▶ _Exercise goal_
State how many lines in the records below include the word "wrist". Give nothing but that number.

▶ _The data_

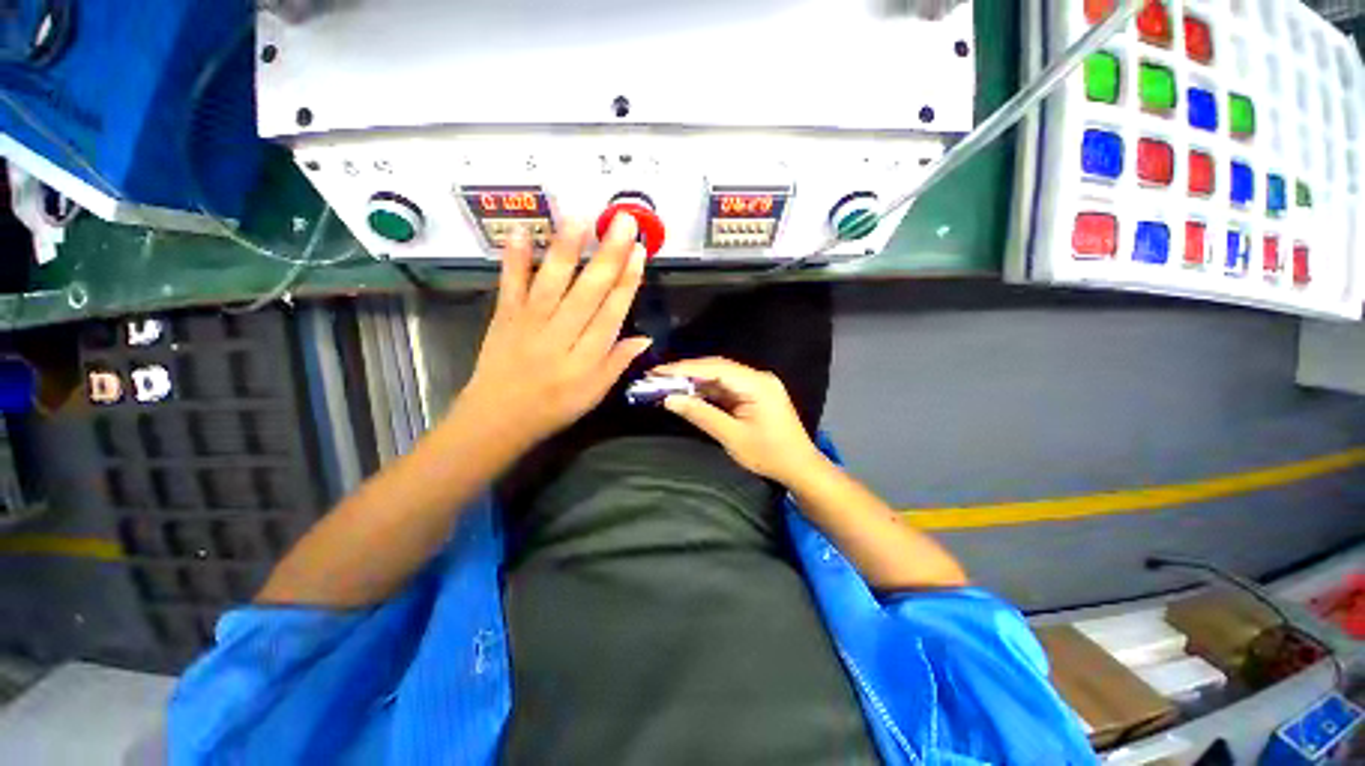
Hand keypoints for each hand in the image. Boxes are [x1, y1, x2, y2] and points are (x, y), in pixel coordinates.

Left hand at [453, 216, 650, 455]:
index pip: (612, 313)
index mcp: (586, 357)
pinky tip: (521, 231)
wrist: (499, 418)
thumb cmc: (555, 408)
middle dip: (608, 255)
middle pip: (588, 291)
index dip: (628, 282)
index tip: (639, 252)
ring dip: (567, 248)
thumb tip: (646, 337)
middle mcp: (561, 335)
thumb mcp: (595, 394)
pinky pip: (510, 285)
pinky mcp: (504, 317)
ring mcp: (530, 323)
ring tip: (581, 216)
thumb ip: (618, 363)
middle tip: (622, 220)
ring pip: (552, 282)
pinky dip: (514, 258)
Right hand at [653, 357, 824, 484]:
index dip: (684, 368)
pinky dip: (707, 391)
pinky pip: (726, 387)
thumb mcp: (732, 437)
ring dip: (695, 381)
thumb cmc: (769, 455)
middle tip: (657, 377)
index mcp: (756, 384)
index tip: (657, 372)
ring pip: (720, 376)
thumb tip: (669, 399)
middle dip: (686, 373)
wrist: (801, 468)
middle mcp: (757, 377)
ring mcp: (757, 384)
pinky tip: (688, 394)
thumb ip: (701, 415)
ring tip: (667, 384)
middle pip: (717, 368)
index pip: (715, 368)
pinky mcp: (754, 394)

* * *

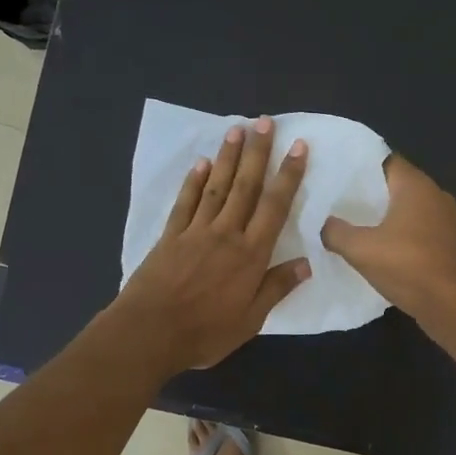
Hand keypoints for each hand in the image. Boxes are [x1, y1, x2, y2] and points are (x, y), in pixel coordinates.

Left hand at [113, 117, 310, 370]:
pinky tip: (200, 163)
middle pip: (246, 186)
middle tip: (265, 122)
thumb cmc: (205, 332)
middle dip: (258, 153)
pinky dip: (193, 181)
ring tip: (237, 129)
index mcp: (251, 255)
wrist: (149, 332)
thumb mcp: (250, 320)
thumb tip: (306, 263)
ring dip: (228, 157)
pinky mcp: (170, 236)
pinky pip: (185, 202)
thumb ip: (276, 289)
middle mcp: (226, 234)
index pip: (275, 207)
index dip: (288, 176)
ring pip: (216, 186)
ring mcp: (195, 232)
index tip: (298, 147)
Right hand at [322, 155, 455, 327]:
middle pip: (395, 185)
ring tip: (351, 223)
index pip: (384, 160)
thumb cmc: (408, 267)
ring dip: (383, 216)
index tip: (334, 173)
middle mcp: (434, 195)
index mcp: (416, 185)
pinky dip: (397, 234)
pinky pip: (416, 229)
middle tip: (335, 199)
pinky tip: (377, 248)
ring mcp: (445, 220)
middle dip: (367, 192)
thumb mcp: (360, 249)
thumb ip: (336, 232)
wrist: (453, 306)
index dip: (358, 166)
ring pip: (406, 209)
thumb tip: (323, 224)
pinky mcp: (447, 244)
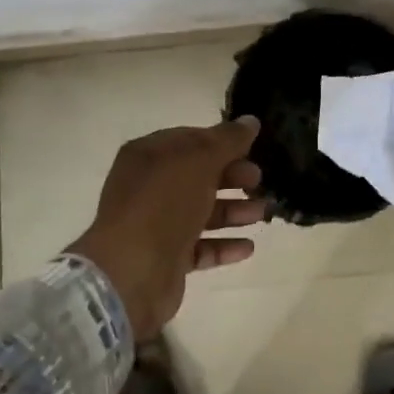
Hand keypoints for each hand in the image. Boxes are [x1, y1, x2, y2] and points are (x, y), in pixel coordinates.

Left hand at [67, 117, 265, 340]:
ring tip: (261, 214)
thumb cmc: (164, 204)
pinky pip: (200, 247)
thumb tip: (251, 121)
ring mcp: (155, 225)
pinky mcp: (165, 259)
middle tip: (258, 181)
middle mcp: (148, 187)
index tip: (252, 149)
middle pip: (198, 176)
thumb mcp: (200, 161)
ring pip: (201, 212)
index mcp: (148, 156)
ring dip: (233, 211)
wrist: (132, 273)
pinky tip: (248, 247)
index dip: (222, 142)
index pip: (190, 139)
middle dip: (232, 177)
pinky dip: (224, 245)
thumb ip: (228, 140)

==

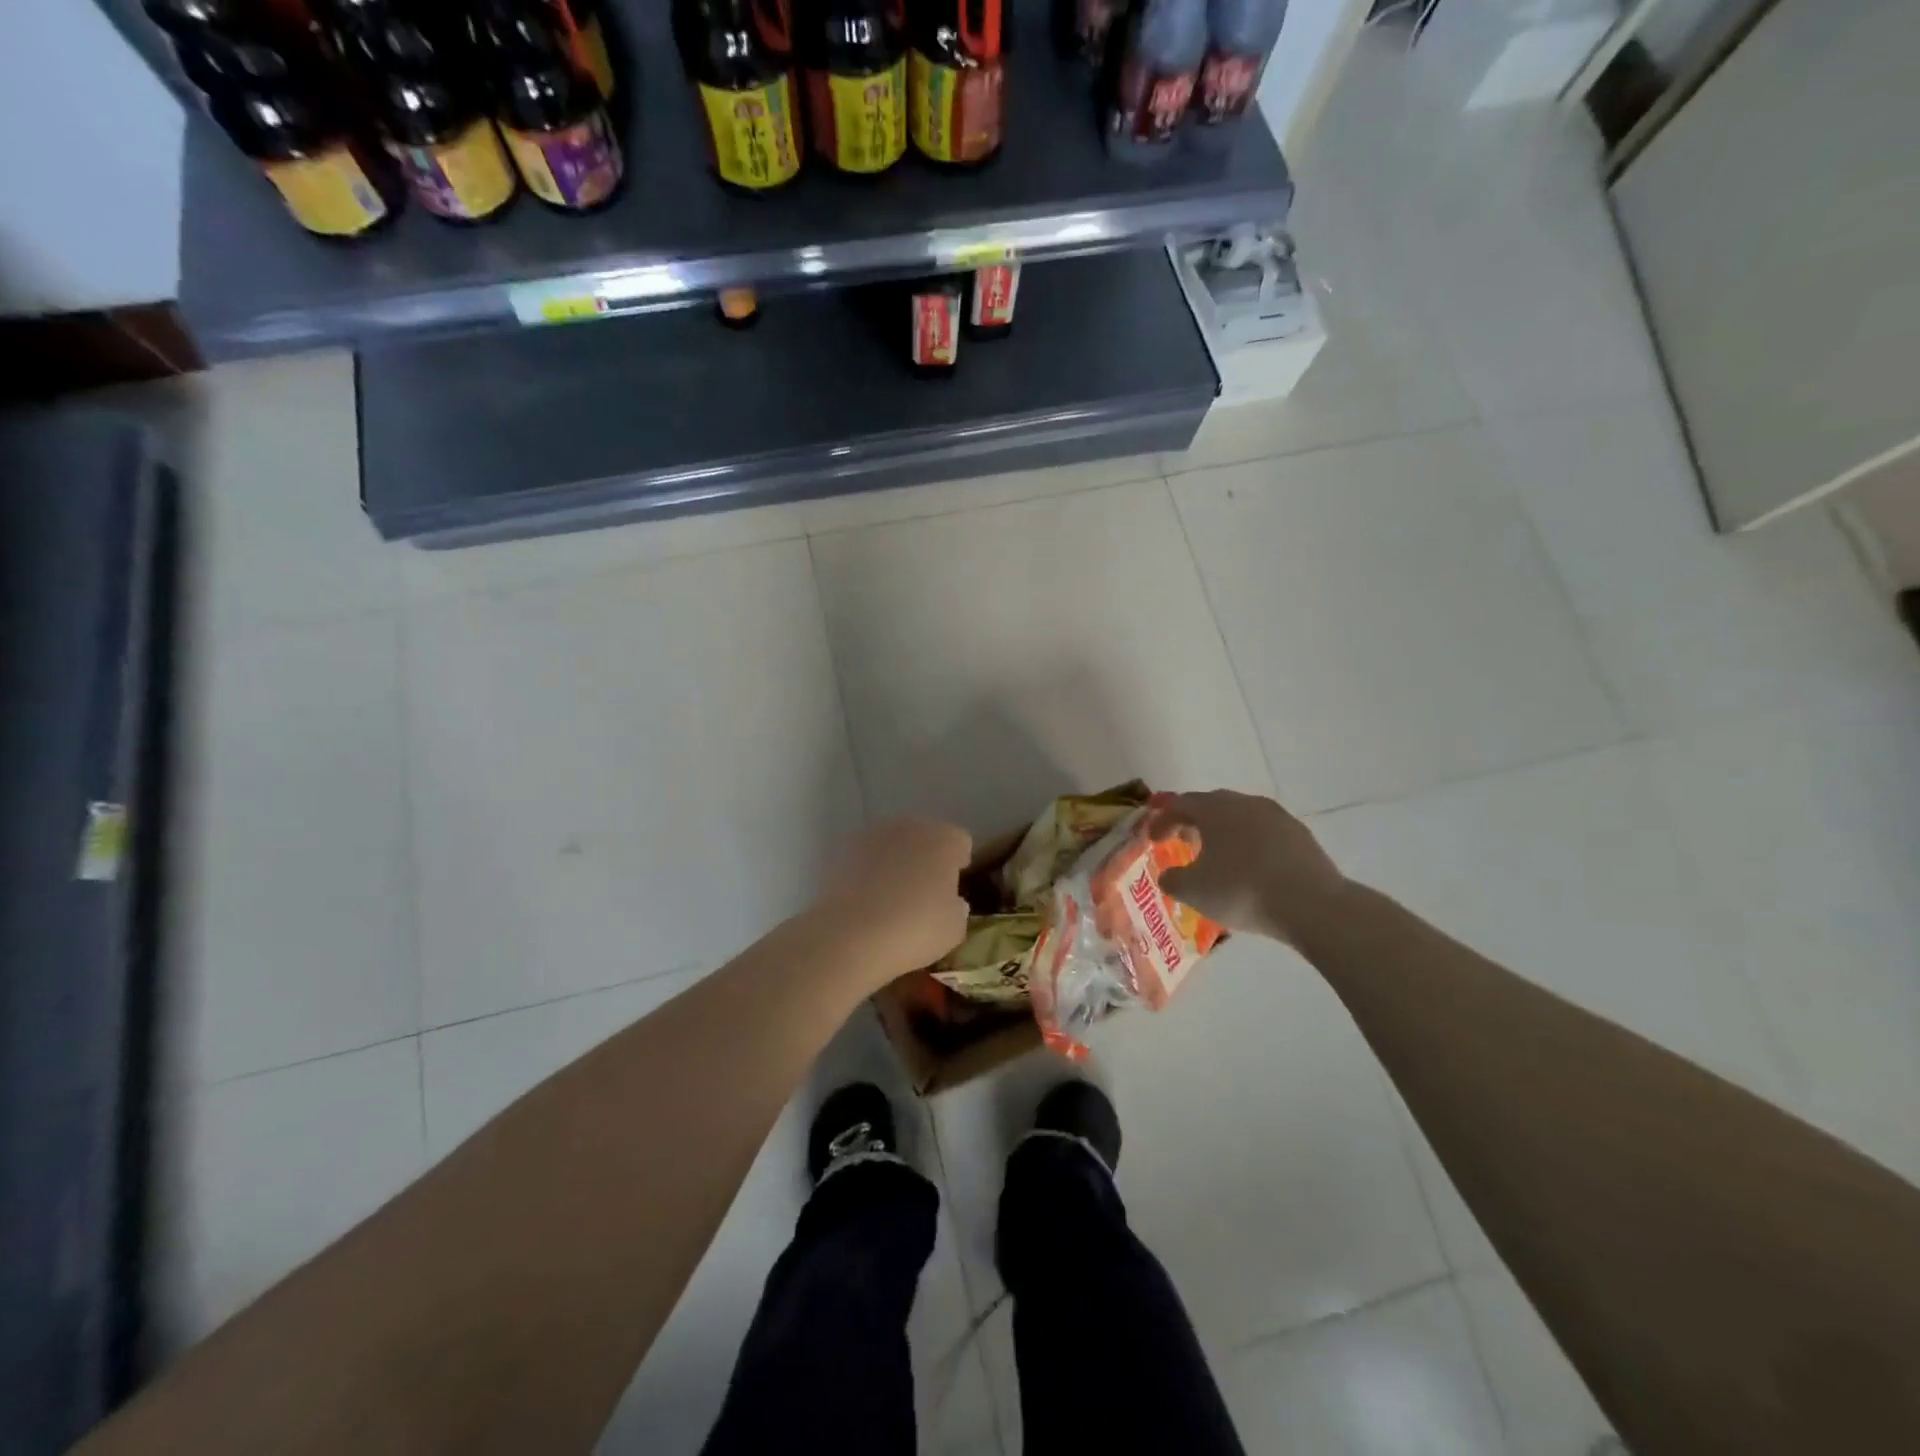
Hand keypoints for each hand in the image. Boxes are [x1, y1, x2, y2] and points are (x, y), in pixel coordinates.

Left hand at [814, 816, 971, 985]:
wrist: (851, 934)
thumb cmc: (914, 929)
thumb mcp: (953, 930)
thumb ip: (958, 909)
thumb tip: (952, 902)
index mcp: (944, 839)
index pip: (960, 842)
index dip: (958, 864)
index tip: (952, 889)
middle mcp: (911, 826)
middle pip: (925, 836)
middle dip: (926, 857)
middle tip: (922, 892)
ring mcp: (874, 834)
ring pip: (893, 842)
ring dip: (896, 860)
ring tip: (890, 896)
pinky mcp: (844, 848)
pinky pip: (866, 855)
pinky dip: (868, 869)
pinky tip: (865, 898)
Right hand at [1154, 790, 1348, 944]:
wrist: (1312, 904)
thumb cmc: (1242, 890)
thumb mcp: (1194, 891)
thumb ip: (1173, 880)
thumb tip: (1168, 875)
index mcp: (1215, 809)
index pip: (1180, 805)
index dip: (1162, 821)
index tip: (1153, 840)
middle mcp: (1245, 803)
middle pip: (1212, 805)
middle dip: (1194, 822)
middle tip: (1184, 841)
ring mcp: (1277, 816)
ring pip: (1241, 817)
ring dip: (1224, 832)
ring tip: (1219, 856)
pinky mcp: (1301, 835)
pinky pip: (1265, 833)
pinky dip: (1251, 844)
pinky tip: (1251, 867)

▶ _Answer to the exercise_
7